Idensen, südlich des Steinhuder Meeres, gelegen zwischen Sachsenhagen und Wunstorf wird urkundlich erwähnt im Jahrzehnt zwischen 1120 und 1130: Der Bischof Sigward von Minden verschenkt seine ererbten Besitzungen westlich der Leine an die Kirche von Minden. Zu diesen Besitzungen gehört auch Idanhusen (Idensen).

Über Wunstorf, dessen Kloster 871 von Minden aus gegründet worden war, schob sich durch die Rodungsvorstöße zwischen 700/800 und 1200 in den Duhlwald, ein schmaler Siedlungskeil nach Westen, wodurch auch Idensen entstand. Der Ort gehörte zum Wunstorf-Seelzer Siedlungsgebiet. Von Idensen aus wurden die Nebendörfer Niengraben und Idensermoor in das feuchte Waldland vorangetrieben.

In dem Lehnsregister des Bischofs Gottfried von Minden aus den Jahren 1304 - 1324 heißt es, daß die Grafen von Spiegelberg in Ydenhusen (Idensen) 4 Höfe hätten. Im Jahre 1325 schenkt Graf Johann von Roden der Kirche in Idensen seinen Hof zu Mesmerode, den sogenannten Eichhof, nebst der dazu gehörigen Wassermühle. Das Lehnsregister Bischof Ottos von Minden aus den Jahren 1385 - 1397 führt für Berthold von Lenthe unter anderem einen Hof und eine Kote in Idensen auf. Weiterhin werden erwähnt Hildebrand von Lenthe mit 3 Hufen in Idensen und Bertold von Lenthe mit 7 Hufen. Die Familie von Lenthe war in Idensen somit reich begütert.

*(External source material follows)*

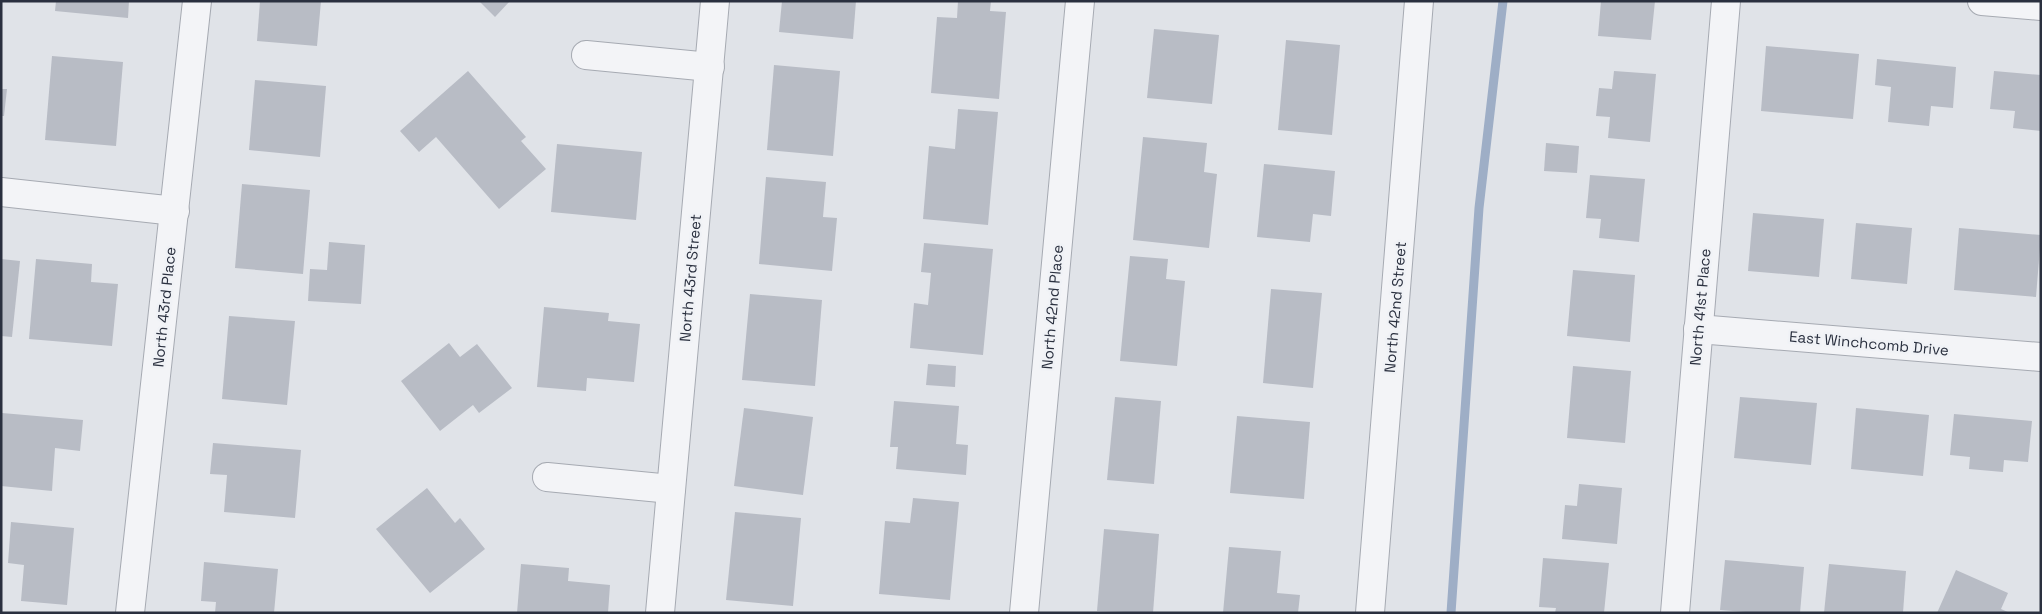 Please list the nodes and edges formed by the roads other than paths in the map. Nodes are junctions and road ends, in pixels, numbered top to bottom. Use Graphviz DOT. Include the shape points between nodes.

Am Steinhuder Meer, im späteren Amt Hagenburg, traten die Schaumburger etwa im zweiten Drittel des 14. Jahrhunderts als Nachfolger der Grafen von Wunstorf-Roden auf, später ebenfalls im Amt Bokeloh, zu dem Idensen und Mesmerode zählten.

Aus dem ganzen 15. Jahrhundert werden keine Urkunden von Idensen überliefert. Der Ort wird erst wieder in einer Urkunde von 1514 erwähnt, in der zum ersten Mal die Namen von Einwohnern übermittelt werden. Es werden erwähnt:

Weitere Urkunden finden sich in den Jahren bis 1553, danach hört die urkundliche Überlieferung jedoch auf, in denen es um Schenkungen an die Kirche geht. Mit Bildung der herrschaftlichen Verwaltung , treten die einzelnen Höfe und ihre Besitzer im laufenden 16. Jahrhundert in den Vordergrund.